If you are kind, considerate and can make conversation, the rest doesn't matter - you can have friends and should try. Seriously. And find something that reduces the tension - even if it is a med. [I'd suggest a good pint but if it bothers your DP, then maybe that isn't good advise







]

*it seems like I have to give up all hope of ever getting back to that place and accept this is it for me&#8230; never get back all that I am missing out on*

Maybe you won't get back to where you were, but that doesn't mean you cannot make a great life for yourselves. Don't think about what you are missing - remember plenty of 'normal' people are unhappy. Think about what you can build on from where you are now.

'Accept' and 'survive' mean a resilience (which you don't feel today) and determination to make the best of a situation.

I am sorry that you are in a bad patch and wish I knew more to say. And 7 years is a long time. But you are enjoyed on the forum and there must be others where you live. Keep trying. We care.


----------



## Pablo (Sep 1, 2005)

Thanks for your word Visual Dude. I agree having the invisable disability is probably one of the hardest parts.
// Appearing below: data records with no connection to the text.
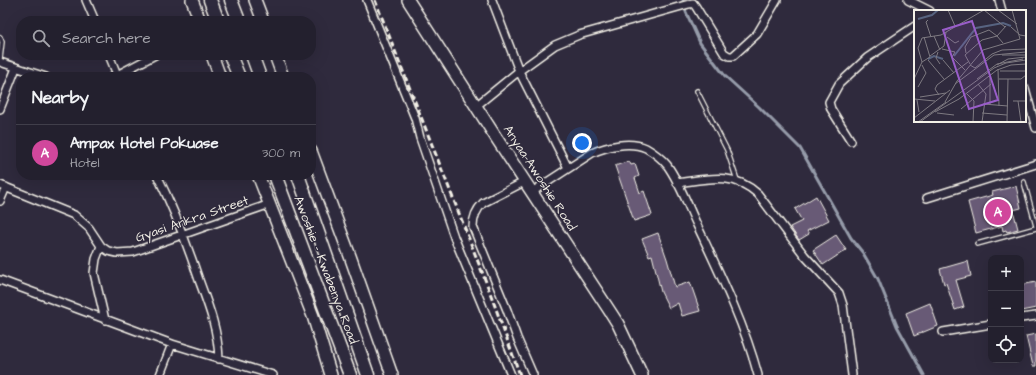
<!DOCTYPE html>
<meta charset="utf-8">
<style>
:root{--surface:#23202e;--page:#2b2836;--text:#f1f3f6;--muted:#a3a3aa;--line:#403e4a;--accent:#ffd166}
body{margin:0;font-family:"Architects Daughter",sans-serif;background:var(--page);color:var(--text)}
.controls{position:absolute;right:12px;bottom:12px;display:grid;overflow:hidden;border-radius:8px;box-shadow:0 4px 16px #0002}
.controls button{width:36px;height:36px;display:grid;place-items:center;padding:0;border:0;border-bottom:1px solid var(--line);background:var(--surface);color:var(--text);font:20px sans-serif}
.you{position:absolute;left:582px;top:143px;width:14px;height:14px;margin:-10px;border:3px solid #fff;border-radius:50%;background:#1a73e8;box-shadow:0 0 0 6px #1a73e833}
.badge{display:grid;place-items:center;width:26px;height:26px;border-radius:50%;background:var(--accent);color:#fff;font-size:13px;font-weight:700}
.pin{position:absolute;translate:-50% -50%;border:2px solid #fff;box-shadow:0 1px 4px #0006}
.list{margin:0;padding:0;list-style:none}
h2{display:flex;justify-content:space-between;align-items:center;height:52px;margin:0;padding:0 16px;font-size:17px}
h2 small{font-size:13px;font-weight:400;color:var(--muted)}
.list li{display:grid;grid-template-columns:26px 1fr auto;gap:12px;align-items:center;box-sizing:border-box;height:56px;padding:0 16px;border-top:1px solid var(--line)}
.list b{display:block;font-size:15px;white-space:nowrap}
.list p{margin:0;font-size:13px;white-space:nowrap;color:var(--muted)}
.list em{font-size:13px;font-style:normal;color:var(--muted)}
.icon{flex:none;width:22px;height:22px;fill:none;stroke:currentColor;stroke-width:2;stroke-linecap:round;stroke-linejoin:round}
.map{position:relative;flex:none;width:1036px;height:375px;overflow:hidden}
.search{position:absolute;background:var(--surface);box-shadow:0 4px 16px #0002;left:16px;top:16px;width:300px;height:44px;display:flex;align-items:center;gap:10px;box-sizing:border-box;padding:0 14px;border-radius:16px;color:var(--muted);font-size:15px}
.panel{position:absolute;background:var(--surface);box-shadow:0 4px 16px #0002;left:16px;top:72px;width:300px;height:108px;border-radius:16px}
.map>svg:first-child{display:block}
.lines{fill:none;stroke-linecap:round;stroke-linejoin:round}
.stream{stroke:#969caa;stroke-width:3}
.building{fill:#685a76;stroke:#f4f1e8}
.lane-casing{stroke:#f4f1e8;stroke-width:6}
.street-casing{stroke:#f4f1e8;stroke-width:10}
.secondary-casing{stroke:#f4f1e8;stroke-width:14}
.primary-casing{stroke:#f4f1e8;stroke-width:15}
.lane{stroke:#2f2a3d;stroke-width:3.5}
.street{stroke:#2f2a3d;stroke-width:7}
.secondary{stroke:#2f2a3d;stroke-width:11}
.primary{stroke:#2f2a3d;stroke-width:12}
.rail{stroke:#f4f1e8;stroke-width:3;stroke-dasharray:6 3;stroke-linecap:butt}
.labels{text-anchor:middle;dominant-baseline:central;stroke-width:3;stroke-linejoin:round;paint-order:stroke}
.street-label{font-size:13px;fill:#f4f1e8;stroke:#2f2a3d}
.inset-river{fill:none;stroke:#576380;stroke-width:2}
.inset-road{fill:none;stroke:#7e7a81;stroke-width:1}
.view{fill:#995dc9;fill-opacity:0.15;stroke:#995dc9;stroke-width:2}
.inset-edge{fill:none;stroke:#f4f1e8;stroke-width:2}
</style>
<div class="map">
<svg width="1036" height="375" viewBox="0 0 1036 375">
<rect width="100%" height="100%" fill="#2f2a3d"/>
<filter id="ink" filterUnits="userSpaceOnUse"><feTurbulence type="fractalNoise" baseFrequency=".025" numOctaves="2"/><feDisplacementMap in="SourceGraphic" scale="8" xChannelSelector="R" yChannelSelector="G"/><feConvolveMatrix kernelMatrix="1 2 1 2 8 2 1 2 1" color-interpolation-filters="sRGB"/></filter>
<g filter="url(#ink)">
<g class="lines">
<!-- stream -->
<path class="stream" d="M 683,0 L 686,12 L 700,43 L 725,76 L 759,107 L 800,148 L 851,238 L 863,253 L 878,279 L 897,326 L 924,375"/>
</g>
<!-- building -->
<path class="building" d="M 629,161 L 631,165 L 635,164 L 639,176 L 635,178 L 640,193 L 644,191 L 652,215 L 634,221 L 615,166 Z
M 1016,186 L 1021,208 L 1013,210 L 1018,229 L 1007,232 L 1006,230 L 1003,231 L 1002,226 L 976,233 L 968,202 L 993,195 L 992,192 Z
M 816,196 L 829,220 L 807,231 L 809,234 L 799,240 L 790,227 L 802,221 L 795,209 Z
M 658,233 L 667,259 L 675,287 L 690,282 L 700,311 L 682,316 L 678,303 L 669,308 L 661,292 L 652,255 L 649,256 L 642,239 Z
M 836,235 L 846,250 L 823,265 L 813,250 Z
M 968,261 L 971,276 L 956,280 L 964,307 L 955,310 L 946,283 L 944,284 L 940,269 Z
M 1036,282 L 1036,308 L 1021,311 L 1021,285 Z
M 930,303 L 938,326 L 914,336 L 906,313 Z
M 1036,334 L 1036,366 L 1033,366 L 1026,336 Z"/>
<g class="lines">
<!-- lane casing -->
<g class="lane-casing">
<path id="lane" d="M 0,37 L 2,42 L 0,59
M 697,91 L 727,150 L 737,180
M 1024,182 L 1036,226
M 977,244 L 1036,228"/>
</g>
<!-- street casing -->
<g class="street-casing">
<path id="street" d="M 86,0 L 95,21
M 367,0 L 415,118 L 420,138 L 454,237 L 511,375
M 492,0 L 519,71 L 568,168
M 908,0 L 930,11
M 999,0 L 1002,11
M 109,55 L 118,77
M 0,62 L 46,77
M 112,77 L 117,75 L 155,55
M 1025,88 L 1036,128
M 476,106 L 519,71 L 555,45 L 579,35 L 689,4 L 693,3 L 696,7 L 724,53 L 729,56 L 733,56 L 757,34 L 777,0
M 0,109 L 16,68
M 851,141 L 831,109 L 829,102 L 839,84 L 867,58 L 915,26
M 157,175 C 174,209 187,244 199,280 C 209,307 218,330 219,359
M 524,182 L 483,203 C 476,210 473,217 473,227 L 507,310 L 517,338 L 533,375
M 677,183 C 708,179 733,171 758,194 L 805,256 L 839,293 L 843,305 L 852,375
M 0,185 L 74,215 L 89,228 L 101,246 L 108,251 L 117,253 L 133,252 L 270,204
M 532,192 L 592,153 C 607,146 630,141 646,148 C 653,152 662,159 667,165 C 680,183 688,206 697,225 C 720,274 744,323 758,375
M 927,198 L 1036,164
M 0,201 L 6,187
M 101,246 L 96,259 L 94,273 L 105,320
M 0,280 L 172,344 L 273,375
M 1021,318 L 1036,316
M 943,332 L 991,324
M 160,375 L 172,344"/>
</g>
<!-- secondary casing -->
<g class="secondary-casing">
<path id="secondary" d="M 192,0 L 200,21
M 255,0 L 263,21
M 408,0 L 497,139 L 611,313 L 618,324 L 642,375
M 212,55 L 220,77
M 275,55 L 283,77
M 311,151 L 350,256 L 392,375
M 258,175 L 313,316 L 331,375"/>
</g>
<!-- primary casing -->
<g class="primary-casing">
<path id="primary" d="M 210,0 L 218,21
M 231,0 L 239,21
M 230,55 L 239,77
M 252,55 L 260,77
M 275,175 L 350,375
M 298,175 L 368,375"/>
</g>
<!-- lane -->
<use href="#lane" class="lane"/>
<!-- street -->
<use href="#street" class="street"/>
<!-- secondary -->
<use href="#secondary" class="secondary"/>
<!-- primary -->
<use href="#primary" class="primary"/>
<!-- rail -->
<path class="rail" d="M 375,0 L 488,287 L 520,375"/>
</g>
</g>
<g class="labels">
<!-- street labels -->
<g class="street-label">
<text transform="translate(540 178) rotate(57)">Anyaa-Awoshie Road</text>
<text transform="translate(192 219) rotate(-19)">Gyasi Ankra Street</text>
<text transform="translate(326 270) rotate(69)">Awoshie - Kwabenya Road</text>
</g>
</g>
<!-- overview -->
<g transform="translate(914 10)">
<rect width="112" height="112" fill="#2f2a3d"/>
<path class="inset-river" d="M 4,9 L 18,5 L 24,0M 40,46 L 62,18 L 89,13 L 97,16M 14,49 L 20,46 L 29,49"/>
<path class="inset-road" d="M 34,0 L 41,16M 70,0 L 91,17M 84,0 L 103,14M 14,10 L 12,12 L 17,27M 97,17 L 106,25 L 112,26M 20,26 L 26,40M 33,27 L 41,33 L 45,31M 28,39 L 41,42 L 38,47 L 51,60M 24,42 L 22,48 L 26,54M 52,43 L 51,37 L 57,27 L 75,20 L 83,26 L 92,16M 88,45 L 112,45M 16,46 L 30,36 L 32,22M 14,50 L 30,69M 29,50 L 40,63M 8,52 L 4,38 L 8,28 L 27,25 L 70,0M 56,54 L 51,45 L 68,30 L 83,26 L 89,33M 56,55 L 61,58 L 78,44 L 88,40 L 112,39M 83,55 L 94,49 L 112,47M 84,59 L 85,96M 86,61 L 112,61M 76,64 L 76,95M 0,69 L 8,52 L 16,47 L 10,27M 63,69 L 83,54 L 109,49M 85,69 L 107,69 L 112,65M 41,74 L 80,45 L 112,42M 64,74 L 72,84 L 68,112M 4,77 L 12,63 L 8,55M 53,84 L 60,91 L 59,112M 25,85 L 21,79 L 23,75 L 54,52M 6,87 L 32,83M 0,89 L 21,91M 3,90 L 5,102M 99,91 L 112,91M 104,91 L 107,112M 31,92 L 43,71 L 69,40 L 106,29 L 98,0M 69,94 L 94,96M 47,99 L 77,74M 21,102 L 45,89 L 83,60 L 97,55 L 112,54M 23,103 L 40,105M 68,103 L 93,105M 0,108 L 36,80M 4,112 L 32,92M 6,112 L 80,58 L 92,53 L 112,50M 93,112 L 94,69"/>
<path class="view" d="M 58,11 L 84,90 L 55,99 L 29,20 Z"/>
<rect width="112" height="112" class="inset-edge"/>
</g>
</svg>
<div class="controls">
<button>+</button>
<button>−</button>
<button><svg class="icon" aria-label="locate" viewBox="0 0 24 24"><circle cx="12" cy="12" r="6"/><path d="M12 2v4M12 18v4M2 12h4M18 12h4"/></svg></button>
</div>
<div class="you"></div>
<div class="pin badge" style="left:998px;top:212px;background:#d1479c">A</div>
<div class="search"><svg class="icon" aria-label="search" viewBox="0 0 24 24"><circle cx="10" cy="10" r="6"/><path d="M15 15l6 6"/></svg>Search here</div>
<section class="panel">
<h2>Nearby<small></small></h2>
<ul class="list">
<li><span class="badge" style="background:#d1479c">A</span><div><b>Ampax Hotel Pokuase</b><p>Hotel</p></div><em>300 m</em></li>
</ul>
</section>
</div>
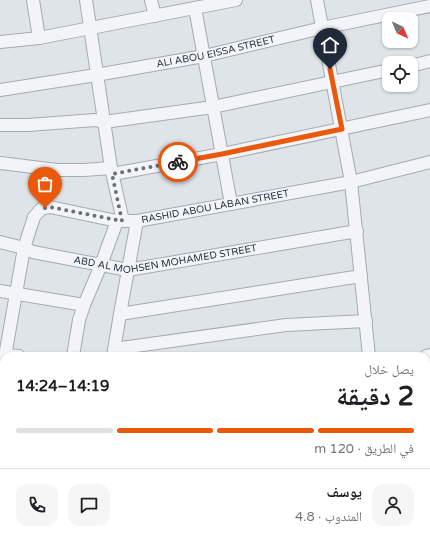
<!DOCTYPE html>
<html lang="ar">
<meta charset="utf-8">
<style>
body{margin:0;font-family:"Varela Round","Noto Naskh Arabic",sans-serif;background:#f6f6f6;color:#202124;direction:rtl;height:100vh;display:flex;flex-direction:column;font-size:15px;white-space:nowrap}
*{box-sizing:border-box;margin:0}
p{font-size:13px;color:#757577}
.icon{flex:none;width:22px;height:22px;fill:none;stroke:currentColor;stroke-width:2;stroke-linecap:round;stroke-linejoin:round}
.map{position:relative;flex:1;overflow:hidden;direction:ltr}
.details{position:absolute;left:0px;top:352px;width:430px;height:196px;display:flex;flex-direction:column;background:#fff;border-radius:12px 12px 0 0;box-shadow:0 1px 3px #0004;direction:rtl}
.details>*{flex:none}
.needle{width:26px;rotate:136deg}
.controls{position:absolute;left:382px;top:12px;display:grid;gap:8px}
.controls a{display:grid;place-items:center;width:36px;height:36px;border-radius:8px;background:#fff;box-shadow:0 1px 3px #0004;font-size:20px}
.pin{position:absolute;display:grid;place-items:center;width:34px;height:34px;color:#fff;margin:-41px -17px;border-radius:50% 50% 50% 0;rotate:-45deg;box-shadow:0 0 4px #0007}
.pin .icon{rotate:45deg}
.courier{position:absolute;display:grid;place-items:center;width:40px;height:40px;margin:-20px;border:3px solid #ea580c;border-radius:50%;background:#fff;color:#222;box-shadow:0 1px 5px #0007}
.headline em{font-style:normal;font-weight:700}
.headline div{display:flex;flex-direction:column-reverse}
.headline{display:flex;align-items:center;justify-content:space-between;height:68px;padding:0 16px}
h1{font-size:26px;font-weight:700;line-height:30px}
.bar{display:grid;grid-template-columns:repeat(4,1fr);gap:6px 4px;align-content:center;height:48px;padding:0 16px}
.bar i{height:5px;border-radius:3px;background:#e0e0e0}
.bar .selected{background:#ea580c}
.bar p{grid-column:span 4}
.line{display:flex;align-items:center;gap:10px;padding:0 16px;border-top:1px solid #e0e0e0}
.line div{flex:1}
.round{display:grid;place-items:center;flex:none;width:42px;height:42px;border-radius:12px;background:#f6f6f6}
.map>svg:first-child{display:block}
.lines{fill:none;stroke-linecap:round;stroke-linejoin:round}
.street-casing{stroke:#a4abb4;stroke-width:14}
.street{stroke:#f2f4f7;stroke-width:12}
.done{stroke:#67717c;stroke-width:4;stroke-dasharray:0 7.2}
.route{stroke:#ea580c;stroke-width:5}
.labels{text-anchor:middle;dominant-baseline:central;stroke-width:3;stroke-linejoin:round;paint-order:stroke}
.street-label{font-size:10px;fill:#273342;stroke:#eff3f7}
</style>
<div class="map">
<svg width="430" height="548" viewBox="0 0 430 548">
<rect width="100%" height="100%" fill="#dfe4e9"/>
<g class="lines">
<g class="street-casing">
<g id="street">
<path d="M 33,0 L 39,38"/>
<path d="M 86,0 L 111,168 L 123,221"/>
<path d="M 151,0 L 155,16"/>
<path d="M 317,0 L 351,182 L 369,356"/>
<path d="M 195,8 L 231,204"/>
<path d="M 0,42 L 39,38 L 236,0"/>
<path d="M 411,66 L 430,61"/>
<path id="s1" d="M 0,90 L 96,75 L 204,56 L 322,28 L 430,6"/>
<path d="M 0,125 L 28,125 L 95,120 L 104,122 L 213,107 L 389,70"/>
<path d="M 0,163 L 57,170 L 84,170 L 111,168"/>
<path d="M 113,174 L 222,154 L 430,110"/>
<path id="s2" d="M 0,242 L 24,248 L 33,252 L 128,270 L 357,231"/>
<path d="M 0,291 L 84,305"/>
<path d="M 120,314 L 361,276"/>
<path d="M 114,349 L 286,325 L 366,321"/>
<path d="M 5,355 L 19,356"/>
<path id="s3" d="M 5,356 L 24,248 L 34,217 L 41,209 L 50,207 L 117,221 L 137,221 L 351,182 L 430,162"/>
<path d="M 73,356 L 79,320 L 84,305 L 101,265 L 117,221"/>
<path d="M 113,356 L 120,314 L 137,221"/>
<path d="M 426,356 L 430,355"/>
<path d="M 0,412 L 3,386 L 0,377 L 4,361"/>
<path d="M 0,421 L 4,427"/>
<path d="M 426,467 L 430,493"/>
<path d="M 0,494 L 4,474"/>
<path d="M 0,522 L 4,522"/>
<path d="M 137,544 L 138,548"/>
<path d="M 236,544 L 236,548"/>
<path d="M 316,544 L 317,548"/>
<path d="M 383,544 L 383,548"/>
<path d="M 424,544 L 424,548"/>
<path d="M 181,548 L 203,544"/>
</g>
</g>
<use href="#street" class="street"/>
</g>
<g class="lines">
<path class="done" d="M 45,208 L 50,207 L 122,221 L 112,174 L 178,162"/>
<path class="route" d="M 178,162 L 222,154 L 342,129 L 330,69"/>
</g>
<g class="labels">
<g class="street-label">
<text stroke="none"><textPath href="#s1" startOffset="219">ALI ABOU EISSA STREET</textPath></text>
<text stroke="none"><textPath href="#s3" startOffset="330">RASHID ABOU LABAN STREET</textPath></text>
<text stroke="none"><textPath href="#s2" startOffset="169">ABD AL MOHSEN MOHAMED STREET</textPath></text>
</g>
</g>
</svg>
<div class="controls">
<a><svg class="needle" viewBox="-14 -14 28 28"><path d="M0-13l5 13h-10z" fill="#e53935"/><path d="M0 13l5-13h-10z" fill="#757577"/></svg></a>
<a><svg class="icon" aria-label="locate" viewBox="0 0 24 24"><circle cx="12" cy="12" r="6"/><path d="M12 2v4M12 18v4M2 12h4M18 12h4"/></svg></a>
</div>
<div class="pin" style="left:45px;top:208px;background:#ea580c"><svg class="icon" aria-label="bag" viewBox="0 0 24 24"><path d="M5 8h14l-1 12H6zM9 8a3 3 0 0 1 6 0"/></svg></div>
<div class="pin" style="left:330px;top:69px;background:#1f2937"><svg class="icon" aria-label="home" viewBox="0 0 24 24"><path d="M3 11l9-7 9 7M6 9v11h12V9"/></svg></div>
<div class="courier" style="left:178px;top:162px"><svg class="icon" aria-label="bike" viewBox="0 0 24 24"><circle cx="6" cy="16" r="4"/><circle cx="18" cy="16" r="4"/><path d="M6 16l4-8h5l3 8M10 8l3 8H6M13 5h3"/></svg></div>
<section class="details">
<div class="headline"><div><h1>2 دقيقة</h1><p>يصل خلال</p></div><em>14:19–14:24</em></div>
<div class="bar"><i class="selected"></i><i class="selected"></i><i class="selected"></i><i></i><p>في الطريق · 120 m</p></div>
<div class="line" style="height:72px"><a class="round"><svg class="icon" aria-label="person" viewBox="0 0 24 24"><circle cx="12" cy="8" r="4"/><path d="M4 21q1-7 8-7t8 7"/></svg></a><div><b>يوسف</b><p>المندوب · 4.8</p></div><a class="round"><svg class="icon" aria-label="chat" viewBox="0 0 24 24"><path d="M4 5h16v11H9l-5 4z"/></svg></a><a class="round"><svg class="icon" aria-label="phone" viewBox="0 0 24 24"><path d="M5 4h4l2 5-3 2q2 4 5 5l2-3 5 2v4C11 20 4 13 5 4z"/></svg></a></div>
</section>
</div>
I was feeling pretty hopeless but I just went to watch the Kings Speech film and it has given me inspiration as I have a stammer so it kinda hit home pretty hard, it is a true story of incredible bravery and heart, I recommend people go watch it


----------



## Visual (Oct 13, 2010)

Pablo said:


> Thanks for your word Visual Dude. I agree having the invisable disability is probably one of the hardest parts.
> 
> I was feeling pretty hopeless but I just went to watch the Kings Speech film and it has given me inspiration as I have a stammer so it kinda hit home pretty hard, it is a true story of incredible bravery and heart, I recommend people go watch it


Looks like a good movie - have to see when it gets around here. Didn't know you had a stutter, it doesn't come through while you are typing


----------



## Visual (Oct 13, 2010)

Bosko said:


> well that is pretty much EXACTLY how i feel. EVERYTHING youve just said pablo is identical to myself. watching the way it has destroyed me and my parents is impossible to cope with. I mean when this started i thought it might get better. i know now it wont. i suppose the brutal turth is that you have to accept it, but i cant at times, and im afraid now i truly do feel like i might as well just kill myself to stop the suffering.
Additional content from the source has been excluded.